In Washington, I-522 is losing. Sigh.

Kari Chisholm FacebookTwitterWebsite

In Washington, the big money from Monsanto, DuPont, Nestle, Coca-Cola, and others we'll call "Big Food" appear to have doomed I-522.

With 46% reporting (and the apparent end of counting for the night), the measure is failing 55-45. (Election results here.) The O's Jeff Mapes has called the race.

Despite a huge lead just two months ago, the proponents were swamped by tens of millions of dollars in ads from the biotech giants. They used the same playbook used by industry across many issues over the years -- "it's expensive and it's confusing".

Nevermind that it wouldn't actually confusing for consumers (you just read the label) and it wouldn't actually be expensive (the 18-month window for new labels fits nicely into the usual label update cycle for most products, not to mention shelf life for food.)

And now, the special interests have won a GMO labeling fight again - just one year after winning in California. It's getting more expensive, however. In California, they spent $47 million. In Washington, the latest number is $22 million - and some believe the final number might as high as $30 million. And Washington is a lot smaller than California.
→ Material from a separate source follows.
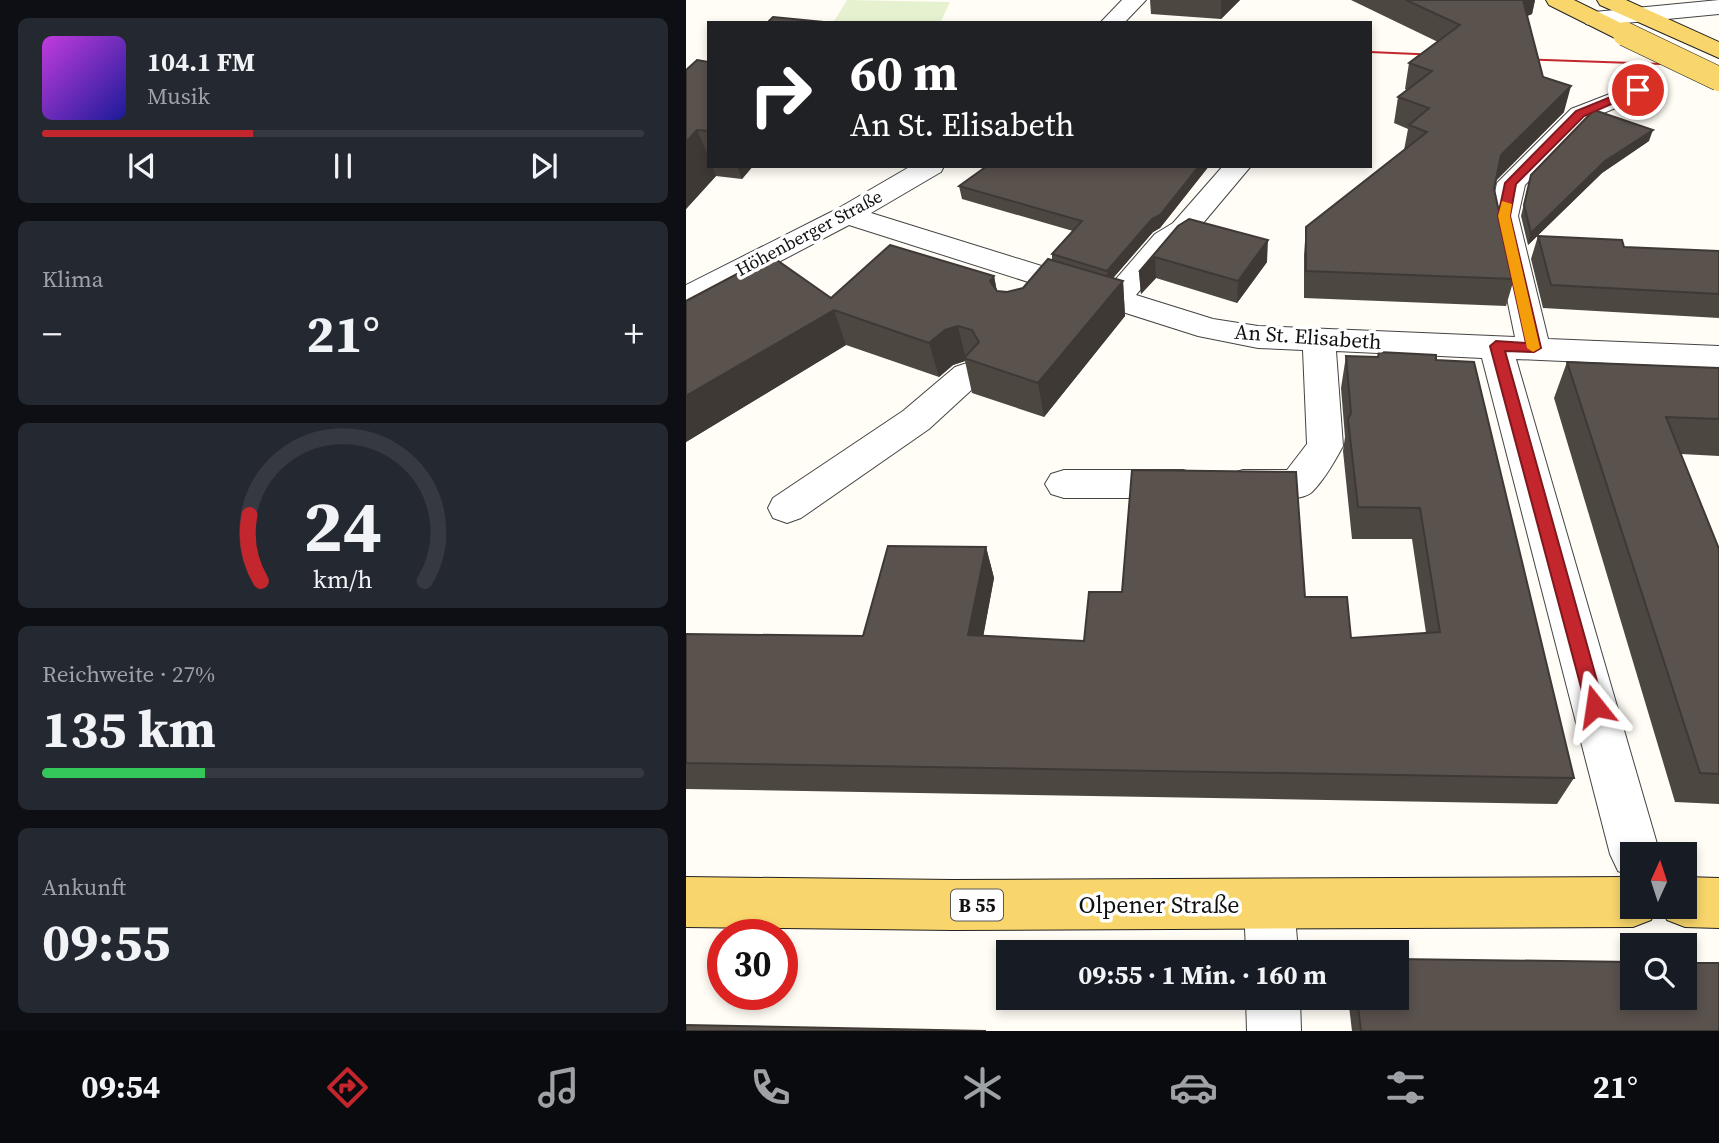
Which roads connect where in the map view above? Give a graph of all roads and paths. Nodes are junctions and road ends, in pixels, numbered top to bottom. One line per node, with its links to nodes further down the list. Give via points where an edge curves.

According to the Stranger (the Portland Mercury's elder sibling up north), there's a fresh GMO fight brewing in Oregon.

And several people have mentioned to the SECB that a similar initiative is being undertaken in Oregon. Dear nonspecific, nondenominational deity, let the good people of Portlandia gently, humanely process this shit to a better outcome than we just had here.

They're probably talking about these guys.